▶ **Task to carry out**: Only lines containing "pixels" are wanted from the data below. Copy those lines.

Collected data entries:
++++++++++

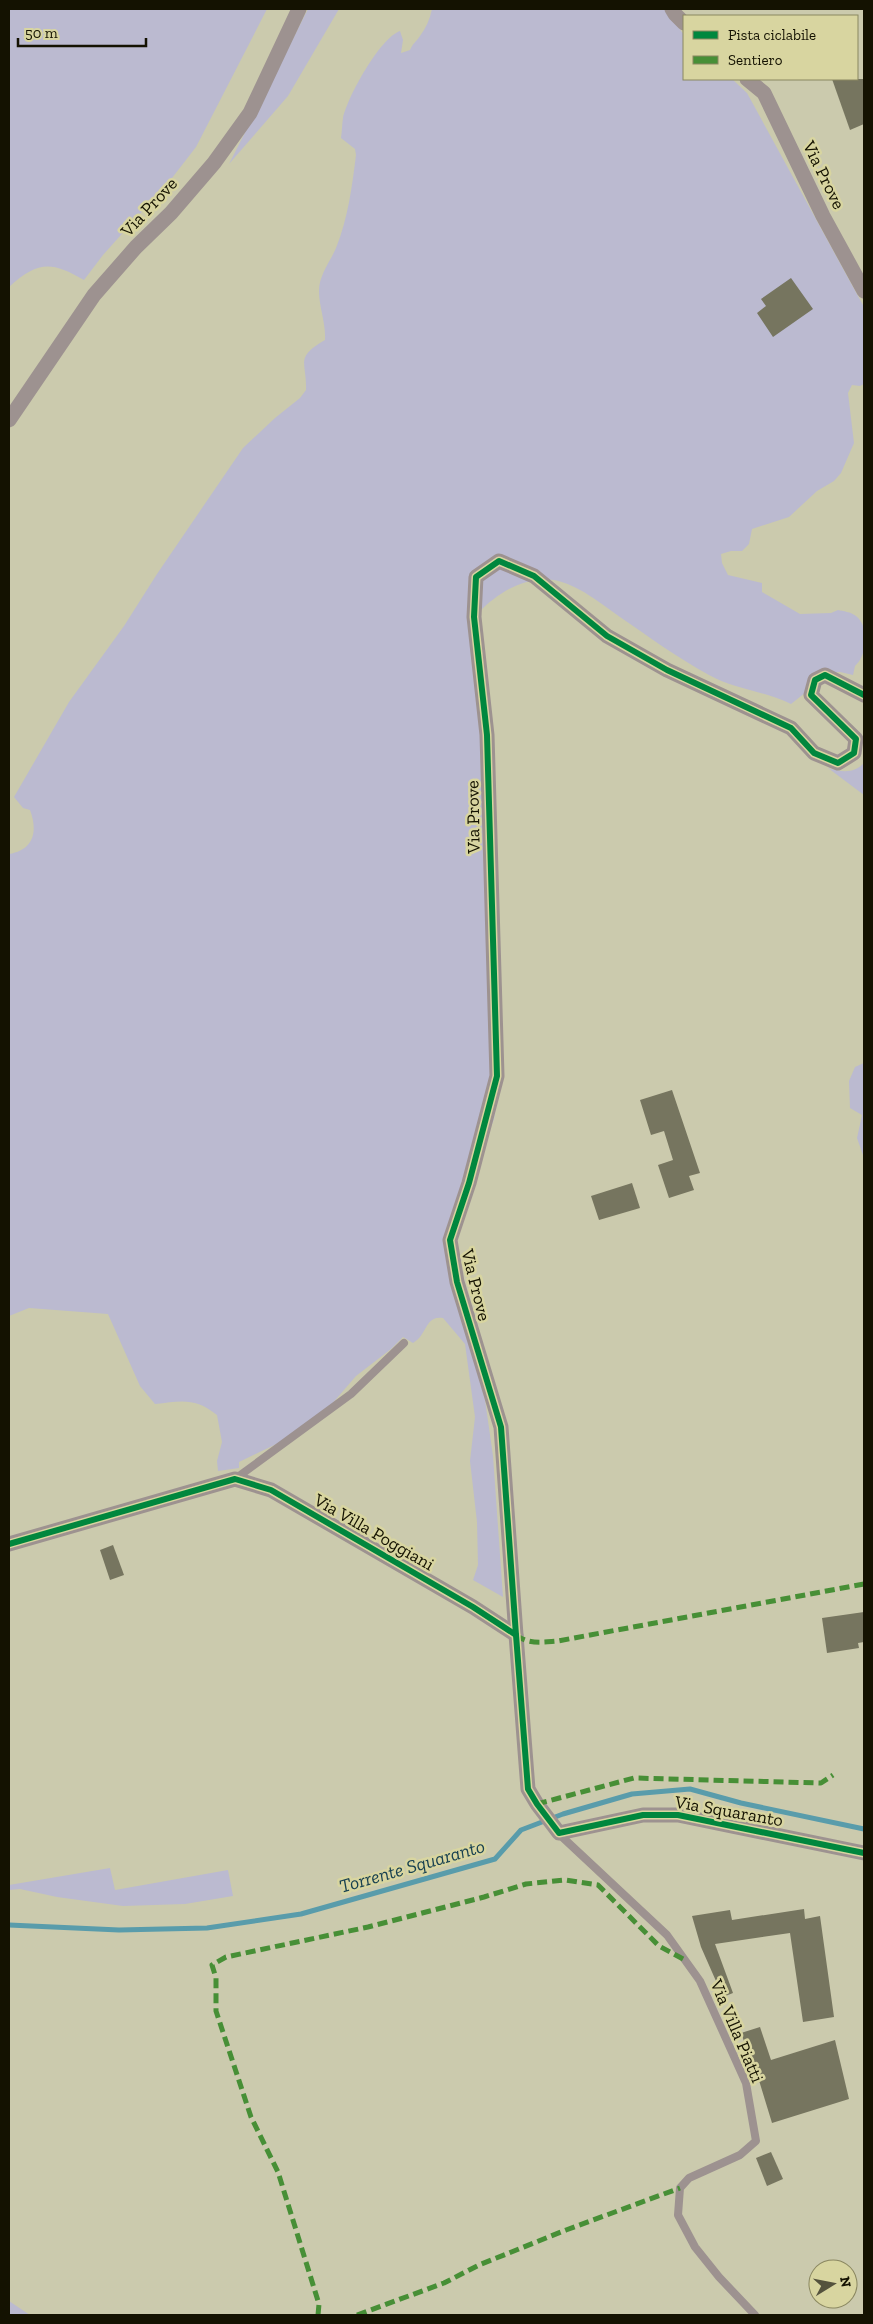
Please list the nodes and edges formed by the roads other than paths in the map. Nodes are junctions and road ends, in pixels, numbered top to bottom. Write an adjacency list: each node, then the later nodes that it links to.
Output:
1 (299, 9): 6 (street, Via Prove)
2 (672, 9): 3 (street)
3 (683, 22)
4 (748, 80): 5 (street, Via Prove)
5 (864, 291)
6 (9, 420)
7 (864, 695): 11 (street, Via Prove)
8 (404, 1343): 9 (lane)
9 (235, 1478): 10 (street); 11 (street, Via Villa Poggiani)
10 (9, 1544)
11 (516, 1635): 12 (street)
12 (559, 1833): 13 (street, Via Squaranto); 14 (lane, Via Villa Piatti)
13 (864, 1853)
14 (755, 2315)

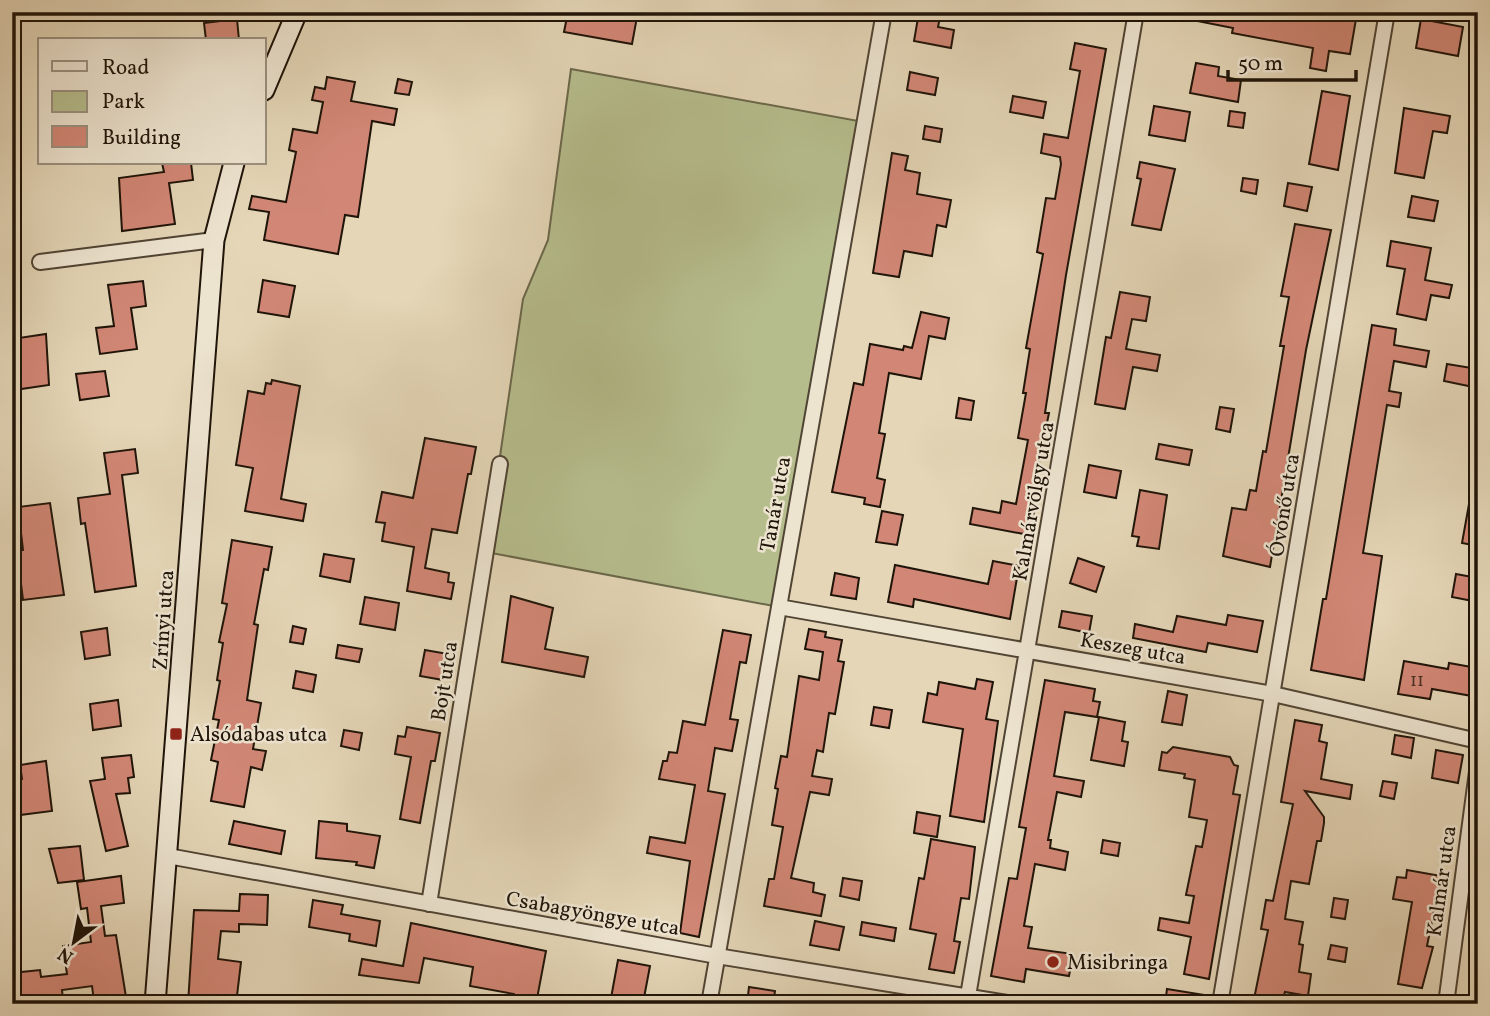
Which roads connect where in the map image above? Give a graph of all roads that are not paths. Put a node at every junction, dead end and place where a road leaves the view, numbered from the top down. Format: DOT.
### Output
graph roads {
  1 [pos="285,12"];
  2 [pos="297,12"];
  3 [pos="884,12"];
  4 [pos="1136,12"];
  5 [pos="1387,12"];
  6 [pos="288,33"];
  7 [pos="266,85"];
  8 [pos="234,164"];
  9 [pos="214,240"];
  10 [pos="40,262"];
  11 [pos="500,464"];
  12 [pos="779,607"];
  13 [pos="1029,651"];
  14 [pos="1273,694"];
  15 [pos="1478,741"];
  16 [pos="1478,764"];
  17 [pos="168,856"];
  18 [pos="429,904"];
  19 [pos="717,956"];
  20 [pos="968,996"];
  21 [pos="155,1004"];
  22 [pos="709,1004"];
  23 [pos="1013,1004"];
  24 [pos="1220,1004"];
  25 [pos="1446,1004"];
  1 -- 6 [label="street"];
  2 -- 6 [label="main road"];
  3 -- 12 [label="street, Tanár utca"];
  4 -- 13 [label="street, Kalmárvölgy utca"];
  5 -- 14 [label="street, Óvónő utca"];
  6 -- 7 [label="main road"];
  8 -- 9 [label="main road, Zrínyi utca"];
  9 -- 10 [label="street"];
  9 -- 17 [label="main road, Zrínyi utca"];
  11 -- 18 [label="street, Bojt utca"];
  12 -- 13 [label="street, Keszeg utca"];
  12 -- 19 [label="street, Tanár utca"];
  13 -- 14 [label="street, Keszeg utca"];
  13 -- 20 [label="street, Kalmárvölgy utca"];
  14 -- 15 [label="street, Keszeg utca"];
  14 -- 24 [label="street, Óvónő utca"];
  16 -- 25 [label="street, Kalmár utca"];
  17 -- 18 [label="street, Csabagyöngye utca"];
  17 -- 21 [label="main road, Zrínyi utca"];
  18 -- 19 [label="street, Csabagyöngye utca"];
  19 -- 20 [label="street, Csabagyöngye utca"];
  19 -- 22 [label="street, Tanár utca"];
  20 -- 23 [label="street, Csabagyöngye utca"];
}
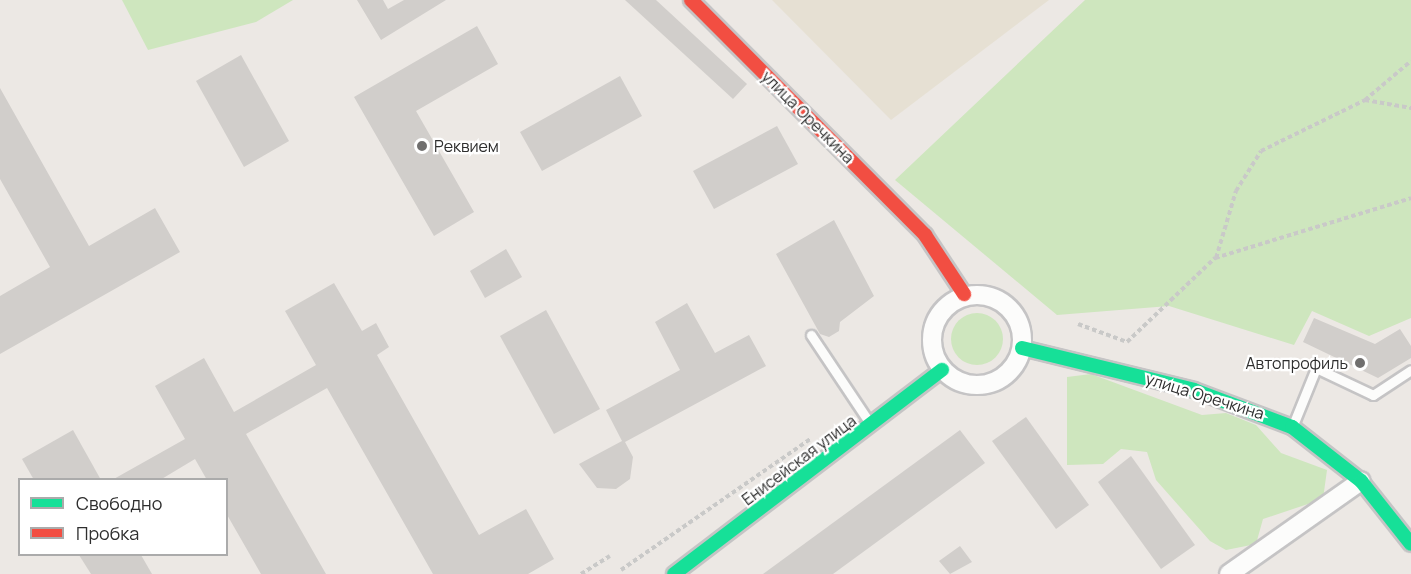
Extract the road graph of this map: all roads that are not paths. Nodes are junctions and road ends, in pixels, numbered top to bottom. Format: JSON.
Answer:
{"nodes":[{"id":1,"x":691,"y":0,"type":"edge"},
{"id":2,"x":964,"y":294,"type":"junction"},
{"id":3,"x":811,"y":335,"type":"dead end"},
{"id":4,"x":1022,"y":348,"type":"junction"},
{"id":5,"x":942,"y":370,"type":"junction"},
{"id":6,"x":1411,"y":370,"type":"edge"},
{"id":7,"x":872,"y":427,"type":"junction"},
{"id":8,"x":1292,"y":427,"type":"junction"},
{"id":9,"x":1361,"y":481,"type":"junction"},
{"id":10,"x":1411,"y":544,"type":"edge"},
{"id":11,"x":674,"y":574,"type":"edge"},
{"id":12,"x":1229,"y":574,"type":"edge"}],
"edges":[{"from":1,"to":2,"type":"street","name":"улица Оречкина"},
{"from":2,"to":4,"type":"street"},
{"from":2,"to":5,"type":"street"},
{"from":3,"to":7,"type":"lane"},
{"from":4,"to":5,"type":"street"},
{"from":4,"to":8,"type":"street","name":"улица Оречкина"},
{"from":5,"to":7,"type":"street","name":"Енисейская улица"},
{"from":6,"to":8,"type":"lane"},
{"from":7,"to":11,"type":"street","name":"Енисейская улица"},
{"from":8,"to":9,"type":"street","name":"улица Оречкина"},
{"from":9,"to":10,"type":"street","name":"улица Оречкина"},
{"from":9,"to":12,"type":"street"}]}
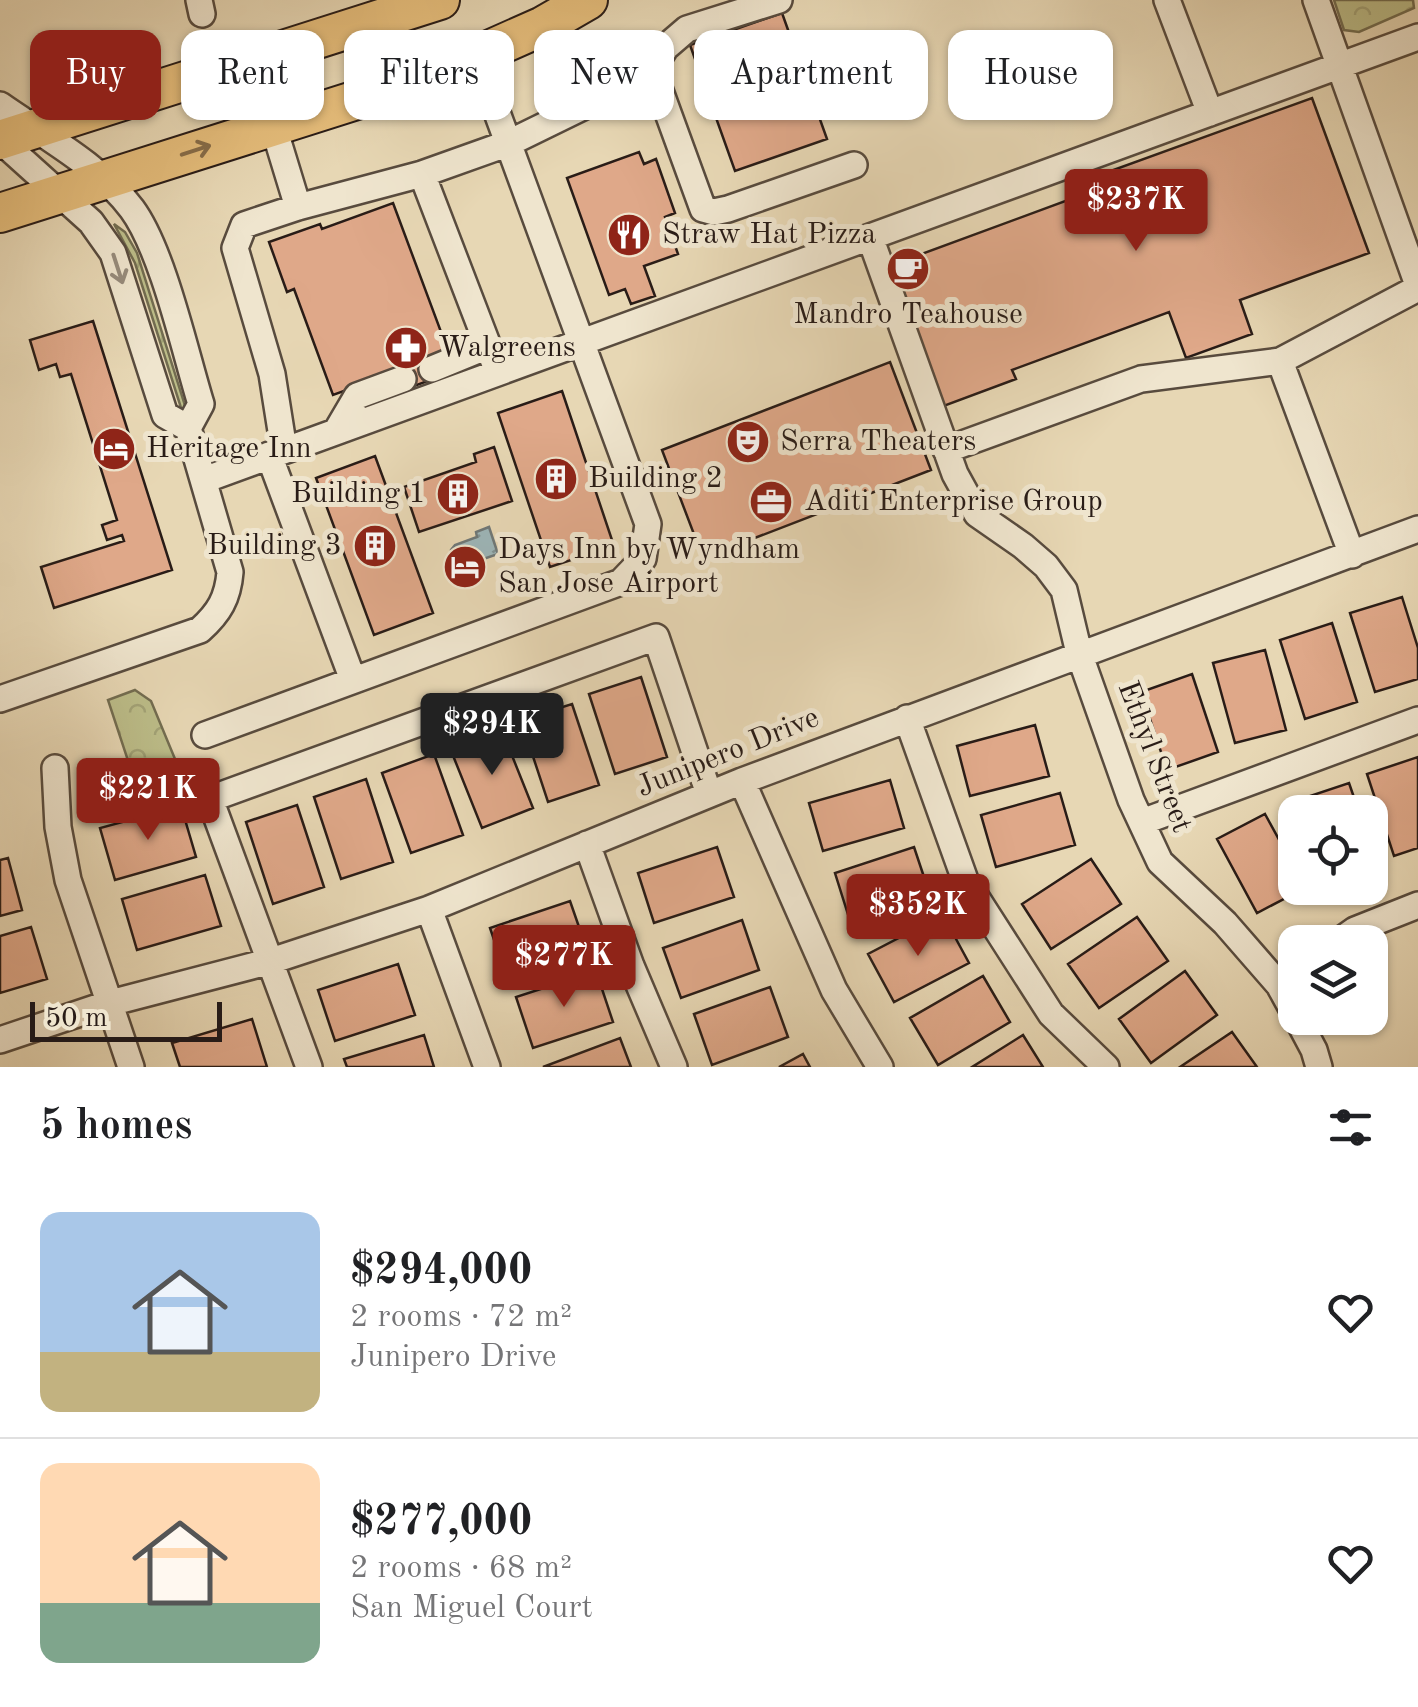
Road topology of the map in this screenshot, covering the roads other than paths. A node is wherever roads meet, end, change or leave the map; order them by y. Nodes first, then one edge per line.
1 (440, 0) edge
2 (588, 0) edge
3 (779, 0) edge
4 (1167, 0) edge
5 (1316, 0) edge
6 (1418, 37) edge
7 (514, 39) edge
8 (674, 41) edge
9 (1342, 65) junction
10 (344, 103) edge
11 (0, 105) edge
12 (1210, 112) junction
13 (500, 120) edge
14 (557, 120) edge
15 (671, 120) edge
16 (273, 125) junction
17 (9, 138) edge
18 (509, 144) junction
19 (854, 165) dead end
20 (422, 174) junction
21 (103, 179) junction
22 (60, 193) junction
23 (298, 207) junction
24 (0, 214) edge
25 (870, 237) junction
26 (1418, 287) edge
27 (582, 341) junction
28 (488, 346) junction
29 (1280, 361) junction
30 (432, 369) dead end
31 (498, 372) junction
32 (402, 380) dead end
33 (188, 428) junction
34 (337, 430) junction
35 (946, 450) junction
36 (277, 452) junction
37 (204, 480) junction
38 (1418, 530) edge
39 (1352, 555) junction
40 (1079, 653) junction
41 (353, 680) junction
42 (0, 700) edge
43 (907, 718) junction
44 (1418, 720) edge
45 (205, 735) dead end
46 (54, 768) dead end
47 (742, 781) junction
48 (708, 794) junction
49 (1142, 822) junction
50 (587, 844) junction
51 (1418, 905) edge
52 (429, 909) junction
53 (1368, 925) edge
54 (272, 962) junction
55 (1278, 971) edge
56 (110, 1002) junction
57 (1306, 1035) edge
58 (0, 1040) edge
59 (131, 1067) edge
60 (309, 1067) edge
61 (487, 1067) edge
62 (674, 1067) edge
63 (880, 1067) edge
64 (1106, 1067) edge
65 (1319, 1067) edge

1 - 17 highway
2 - 7 highway
3 - 8 street
4 - 12 street
5 - 9 street
6 - 9 street
9 - 12 street
9 - 26 street
10 - 16 highway
11 - 17 street
12 - 25 street
13 - 18 street
14 - 18 street
15 - 19 street
21 -> 16 highway
16 - 23 street
17 - 21 street
17 - 22 street
18 - 20 street
18 - 27 street
20 - 23 street
20 - 28 street
21 - 22 highway
21 - 33 street
22 - 24 highway
22 -> 33 street
23 - 36 street
25 - 27 street
25 - 35 street, Ethyl Street
26 - 29 street
27 - 31 street
27 - 41 street
28 - 30 street
28 - 31 street
29 - 35 street
29 - 39 street
31 - 34 street
32 - 34 street
33 - 37 street
34 - 36 street
35 - 40 street, Ethyl Street
36 - 37 street
36 - 41 street
37 - 42 street
38 - 39 street, Junipero Drive
39 - 40 street, Junipero Drive
40 - 43 street, Junipero Drive
40 - 49 street, Ethyl Street
41 - 45 street
43 - 47 street, Junipero Drive
43 - 64 street
44 - 49 street
46 - 56 street
47 - 48 street, Junipero Drive
47 - 63 street
48 - 50 street, Junipero Drive
48 - 54 street
49 - 55 street, Ethyl Street
50 - 52 street, Junipero Drive
50 - 62 street
51 - 53 street
52 - 54 street, Junipero Drive
52 - 61 street
54 - 56 street, Junipero Drive
54 - 60 street
56 - 58 street, Junipero Drive
56 - 59 street
57 - 65 street, Ethyl Street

++++++++++

▶ **Output**:
Please list the nodes and edges formed by the roads other than paths in the map. Nodes are junctions and road ends, in pixels, numbered top to bottom. Write an adjacency list: each node, then the later nodes that it links to.
Extract the road graph of this map: all roads that are not paths. Nodes are junctions and road ends, in pixels, numbered top to bottom. Format: JSON.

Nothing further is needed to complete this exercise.